Extract the lines from the first line of the records below through the line containing "thumb mcp: (1066, 865)", inclusive, and reproduce them exactly as written.
:: Input records ::
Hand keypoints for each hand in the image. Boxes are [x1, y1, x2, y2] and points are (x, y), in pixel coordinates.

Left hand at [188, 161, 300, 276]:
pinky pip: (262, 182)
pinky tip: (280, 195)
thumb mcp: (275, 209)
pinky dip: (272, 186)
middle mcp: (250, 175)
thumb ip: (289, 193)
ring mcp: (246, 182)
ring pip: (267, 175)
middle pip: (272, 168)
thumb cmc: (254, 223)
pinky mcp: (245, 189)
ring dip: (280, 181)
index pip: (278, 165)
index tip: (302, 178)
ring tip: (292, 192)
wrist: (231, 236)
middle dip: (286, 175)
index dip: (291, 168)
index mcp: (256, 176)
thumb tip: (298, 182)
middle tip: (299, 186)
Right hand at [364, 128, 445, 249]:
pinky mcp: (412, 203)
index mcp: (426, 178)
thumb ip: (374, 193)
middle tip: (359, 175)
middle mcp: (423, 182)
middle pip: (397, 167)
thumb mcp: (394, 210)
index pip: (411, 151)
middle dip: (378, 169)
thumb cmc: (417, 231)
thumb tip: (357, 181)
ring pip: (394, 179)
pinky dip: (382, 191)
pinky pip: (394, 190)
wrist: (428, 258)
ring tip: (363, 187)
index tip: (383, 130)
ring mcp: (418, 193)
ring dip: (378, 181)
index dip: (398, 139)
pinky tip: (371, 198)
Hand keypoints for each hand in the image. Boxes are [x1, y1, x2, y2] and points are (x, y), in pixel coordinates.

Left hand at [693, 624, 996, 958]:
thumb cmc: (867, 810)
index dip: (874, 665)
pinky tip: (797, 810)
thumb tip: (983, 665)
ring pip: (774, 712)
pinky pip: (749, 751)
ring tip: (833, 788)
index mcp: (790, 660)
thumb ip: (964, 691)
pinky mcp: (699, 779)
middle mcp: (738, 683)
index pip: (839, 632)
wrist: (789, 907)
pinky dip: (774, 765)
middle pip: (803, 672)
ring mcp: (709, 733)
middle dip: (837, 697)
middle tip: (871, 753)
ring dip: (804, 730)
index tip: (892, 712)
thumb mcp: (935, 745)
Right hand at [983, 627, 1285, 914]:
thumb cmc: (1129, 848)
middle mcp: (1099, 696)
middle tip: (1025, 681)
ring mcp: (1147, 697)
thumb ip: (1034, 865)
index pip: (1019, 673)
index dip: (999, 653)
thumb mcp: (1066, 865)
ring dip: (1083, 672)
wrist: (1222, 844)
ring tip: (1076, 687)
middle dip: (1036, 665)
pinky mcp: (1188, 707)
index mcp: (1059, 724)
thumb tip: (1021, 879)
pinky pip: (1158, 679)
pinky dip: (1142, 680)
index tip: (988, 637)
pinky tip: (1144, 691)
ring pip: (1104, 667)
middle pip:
:::
Reply:
Hand keypoints for each hand in the image. Boxes are [x1, y1, x2, y2] and points are (x, y), in pixel coordinates.

Left hand at [188, 161, 300, 276]:
pinky pip: (262, 182)
pinky tip: (280, 195)
thumb mcp: (275, 209)
pinky dip: (272, 186)
middle mcp: (250, 175)
thumb ip: (289, 193)
ring mcp: (246, 182)
ring pip: (267, 175)
middle pip: (272, 168)
thumb cmc: (254, 223)
pinky mcp: (245, 189)
ring dip: (280, 181)
index pip: (278, 165)
index tip: (302, 178)
ring tip: (292, 192)
wrist: (231, 236)
middle dip: (286, 175)
index dip: (291, 168)
index mcp: (256, 176)
thumb tip: (298, 182)
middle tip: (299, 186)
Right hand at [364, 128, 445, 249]:
pinky mcp: (412, 203)
index mcp: (426, 178)
thumb ip: (374, 193)
middle tip: (359, 175)
middle mcp: (423, 182)
middle pip: (397, 167)
thumb mcp: (394, 210)
index pip: (411, 151)
middle dip: (378, 169)
thumb cmc: (417, 231)
thumb tip: (357, 181)
ring pip: (394, 179)
pinky dip: (382, 191)
pinky pip: (394, 190)
wrist: (428, 258)
ring tip: (363, 187)
index tip: (383, 130)
ring mcp: (418, 193)
ring dip: (378, 181)
index dip: (398, 139)
pinky tip: (371, 198)
Hand keypoints for each hand in the image. Boxes are [x1, y1, x2, y2] and points are (x, y), in pixel coordinates.

Left hand at [693, 624, 996, 958]:
thumb cmc: (867, 810)
index dip: (874, 665)
pinky tip: (797, 810)
thumb tip: (983, 665)
ring pip: (774, 712)
pinky pip: (749, 751)
ring tip: (833, 788)
index mcp: (790, 660)
thumb ip: (964, 691)
pinky mcp: (699, 779)
middle mcp: (738, 683)
index pip: (839, 632)
wrist: (789, 907)
pinky dip: (774, 765)
middle pip: (803, 672)
ring mcp: (709, 733)
middle dip: (837, 697)
middle tip: (871, 753)
ring dip: (804, 730)
index tip: (892, 712)
thumb mcp: (935, 745)
Right hand at [983, 627, 1285, 914]:
thumb cmc: (1129, 848)
middle mcp: (1099, 696)
middle tip: (1025, 681)
ring mcp: (1147, 697)
thumb ip: (1034, 865)
index pip: (1019, 673)
index dip: (999, 653)
thumb mcp: (1066, 865)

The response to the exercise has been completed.